- _Available data_:
-=-=-

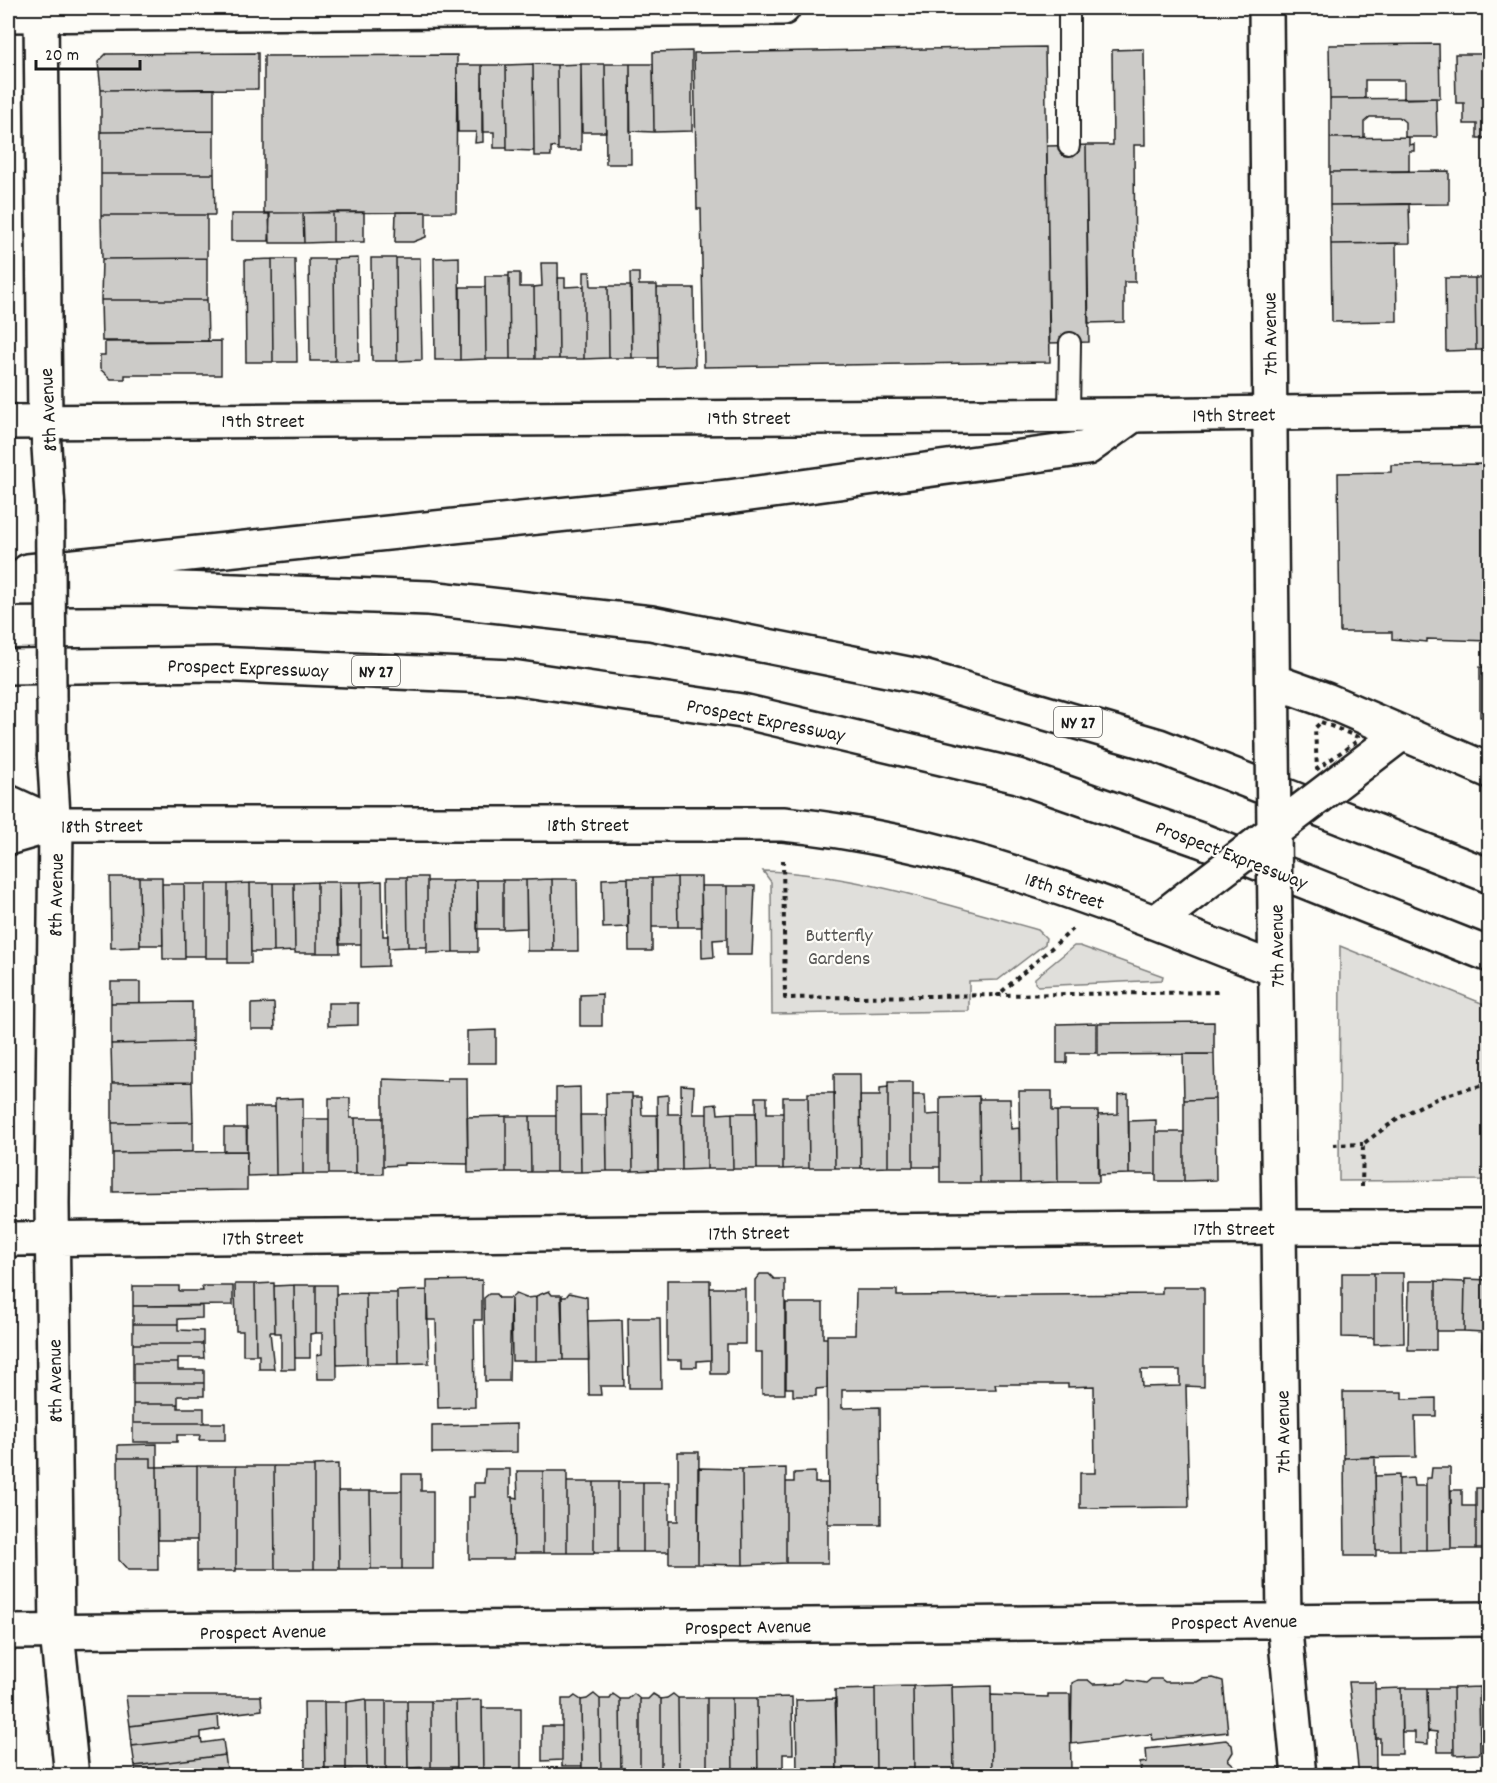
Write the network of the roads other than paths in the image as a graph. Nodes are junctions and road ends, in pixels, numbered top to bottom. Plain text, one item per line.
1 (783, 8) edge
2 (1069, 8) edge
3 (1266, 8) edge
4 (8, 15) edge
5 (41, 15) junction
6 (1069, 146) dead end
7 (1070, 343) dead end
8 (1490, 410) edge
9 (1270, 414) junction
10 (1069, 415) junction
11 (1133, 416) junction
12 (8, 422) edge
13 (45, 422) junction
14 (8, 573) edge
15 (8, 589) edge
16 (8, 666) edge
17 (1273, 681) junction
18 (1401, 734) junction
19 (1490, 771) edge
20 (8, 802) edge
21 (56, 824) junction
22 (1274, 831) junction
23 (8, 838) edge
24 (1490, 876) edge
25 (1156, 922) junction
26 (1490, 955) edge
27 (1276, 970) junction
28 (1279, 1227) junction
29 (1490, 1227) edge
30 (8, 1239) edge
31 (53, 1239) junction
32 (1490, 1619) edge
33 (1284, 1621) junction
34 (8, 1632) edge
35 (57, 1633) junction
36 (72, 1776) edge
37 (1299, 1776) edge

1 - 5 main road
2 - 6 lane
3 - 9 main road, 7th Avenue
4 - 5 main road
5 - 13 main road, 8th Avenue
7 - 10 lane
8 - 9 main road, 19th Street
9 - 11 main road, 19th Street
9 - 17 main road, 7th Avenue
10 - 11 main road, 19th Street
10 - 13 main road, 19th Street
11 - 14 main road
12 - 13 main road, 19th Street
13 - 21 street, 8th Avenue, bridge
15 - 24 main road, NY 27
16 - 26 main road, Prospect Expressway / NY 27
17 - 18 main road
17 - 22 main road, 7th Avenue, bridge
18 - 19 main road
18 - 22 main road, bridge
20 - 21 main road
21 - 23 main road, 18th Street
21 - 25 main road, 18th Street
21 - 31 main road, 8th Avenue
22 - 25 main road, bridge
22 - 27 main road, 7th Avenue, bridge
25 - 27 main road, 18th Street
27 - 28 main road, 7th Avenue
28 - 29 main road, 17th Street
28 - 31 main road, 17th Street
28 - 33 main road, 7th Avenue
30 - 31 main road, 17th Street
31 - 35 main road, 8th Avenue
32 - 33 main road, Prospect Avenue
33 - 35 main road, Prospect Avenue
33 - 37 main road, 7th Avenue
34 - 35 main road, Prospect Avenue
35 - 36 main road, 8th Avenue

-=-=-

- _What is expected_:
For the records above, tally the lines holding the word "dead". Answer with the number only.

- _Output for this exercise_:
2